= Work request =
Write the entries below again, precisely as they appear.

= Given data =
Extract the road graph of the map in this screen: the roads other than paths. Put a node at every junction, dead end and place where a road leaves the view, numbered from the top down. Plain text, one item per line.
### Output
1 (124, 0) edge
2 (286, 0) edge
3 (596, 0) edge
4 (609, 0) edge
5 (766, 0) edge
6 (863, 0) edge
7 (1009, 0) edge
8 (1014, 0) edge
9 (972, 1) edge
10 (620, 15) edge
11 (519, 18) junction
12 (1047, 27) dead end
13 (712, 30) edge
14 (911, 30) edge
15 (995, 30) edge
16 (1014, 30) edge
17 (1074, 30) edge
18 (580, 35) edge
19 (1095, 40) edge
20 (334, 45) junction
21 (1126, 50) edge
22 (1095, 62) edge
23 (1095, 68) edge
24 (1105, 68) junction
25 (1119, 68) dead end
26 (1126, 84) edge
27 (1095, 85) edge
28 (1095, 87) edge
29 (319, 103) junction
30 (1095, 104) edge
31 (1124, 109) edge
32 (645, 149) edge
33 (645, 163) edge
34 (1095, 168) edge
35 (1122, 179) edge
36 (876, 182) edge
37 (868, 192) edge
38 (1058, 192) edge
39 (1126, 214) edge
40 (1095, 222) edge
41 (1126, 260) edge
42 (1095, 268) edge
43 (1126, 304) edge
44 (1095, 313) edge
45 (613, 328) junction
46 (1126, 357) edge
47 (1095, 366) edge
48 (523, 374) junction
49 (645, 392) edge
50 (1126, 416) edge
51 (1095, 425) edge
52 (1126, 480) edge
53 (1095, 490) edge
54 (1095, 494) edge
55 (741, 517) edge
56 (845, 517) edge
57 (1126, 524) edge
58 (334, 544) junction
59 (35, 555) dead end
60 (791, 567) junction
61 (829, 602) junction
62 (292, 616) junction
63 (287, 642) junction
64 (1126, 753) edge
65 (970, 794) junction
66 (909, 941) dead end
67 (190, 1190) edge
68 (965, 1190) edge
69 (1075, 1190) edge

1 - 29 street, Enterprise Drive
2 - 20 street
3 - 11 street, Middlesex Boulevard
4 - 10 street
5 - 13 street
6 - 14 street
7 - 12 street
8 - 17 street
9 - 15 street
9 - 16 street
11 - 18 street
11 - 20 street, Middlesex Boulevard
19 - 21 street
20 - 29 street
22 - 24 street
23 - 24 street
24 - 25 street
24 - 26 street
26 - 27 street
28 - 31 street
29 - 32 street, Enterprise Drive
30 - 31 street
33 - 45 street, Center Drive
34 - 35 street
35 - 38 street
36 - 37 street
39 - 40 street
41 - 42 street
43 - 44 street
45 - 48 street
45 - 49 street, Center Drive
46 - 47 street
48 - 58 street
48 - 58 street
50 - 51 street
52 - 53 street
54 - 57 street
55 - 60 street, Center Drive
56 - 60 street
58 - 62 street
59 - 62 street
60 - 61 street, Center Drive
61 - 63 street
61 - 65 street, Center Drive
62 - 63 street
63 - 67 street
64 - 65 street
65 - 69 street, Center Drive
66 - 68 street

= Exercise solution =
Extract the road graph of the map in this screen: the roads other than paths. Put a node at every junction, dead end and place where a road leaves the view, numbered from the top down. Plain text, one item per line.
### Output
1 (124, 0) edge
2 (286, 0) edge
3 (596, 0) edge
4 (609, 0) edge
5 (766, 0) edge
6 (863, 0) edge
7 (1009, 0) edge
8 (1014, 0) edge
9 (972, 1) edge
10 (620, 15) edge
11 (519, 18) junction
12 (1047, 27) dead end
13 (712, 30) edge
14 (911, 30) edge
15 (995, 30) edge
16 (1014, 30) edge
17 (1074, 30) edge
18 (580, 35) edge
19 (1095, 40) edge
20 (334, 45) junction
21 (1126, 50) edge
22 (1095, 62) edge
23 (1095, 68) edge
24 (1105, 68) junction
25 (1119, 68) dead end
26 (1126, 84) edge
27 (1095, 85) edge
28 (1095, 87) edge
29 (319, 103) junction
30 (1095, 104) edge
31 (1124, 109) edge
32 (645, 149) edge
33 (645, 163) edge
34 (1095, 168) edge
35 (1122, 179) edge
36 (876, 182) edge
37 (868, 192) edge
38 (1058, 192) edge
39 (1126, 214) edge
40 (1095, 222) edge
41 (1126, 260) edge
42 (1095, 268) edge
43 (1126, 304) edge
44 (1095, 313) edge
45 (613, 328) junction
46 (1126, 357) edge
47 (1095, 366) edge
48 (523, 374) junction
49 (645, 392) edge
50 (1126, 416) edge
51 (1095, 425) edge
52 (1126, 480) edge
53 (1095, 490) edge
54 (1095, 494) edge
55 (741, 517) edge
56 (845, 517) edge
57 (1126, 524) edge
58 (334, 544) junction
59 (35, 555) dead end
60 (791, 567) junction
61 (829, 602) junction
62 (292, 616) junction
63 (287, 642) junction
64 (1126, 753) edge
65 (970, 794) junction
66 (909, 941) dead end
67 (190, 1190) edge
68 (965, 1190) edge
69 (1075, 1190) edge

1 - 29 street, Enterprise Drive
2 - 20 street
3 - 11 street, Middlesex Boulevard
4 - 10 street
5 - 13 street
6 - 14 street
7 - 12 street
8 - 17 street
9 - 15 street
9 - 16 street
11 - 18 street
11 - 20 street, Middlesex Boulevard
19 - 21 street
20 - 29 street
22 - 24 street
23 - 24 street
24 - 25 street
24 - 26 street
26 - 27 street
28 - 31 street
29 - 32 street, Enterprise Drive
30 - 31 street
33 - 45 street, Center Drive
34 - 35 street
35 - 38 street
36 - 37 street
39 - 40 street
41 - 42 street
43 - 44 street
45 - 48 street
45 - 49 street, Center Drive
46 - 47 street
48 - 58 street
48 - 58 street
50 - 51 street
52 - 53 street
54 - 57 street
55 - 60 street, Center Drive
56 - 60 street
58 - 62 street
59 - 62 street
60 - 61 street, Center Drive
61 - 63 street
61 - 65 street, Center Drive
62 - 63 street
63 - 67 street
64 - 65 street
65 - 69 street, Center Drive
66 - 68 street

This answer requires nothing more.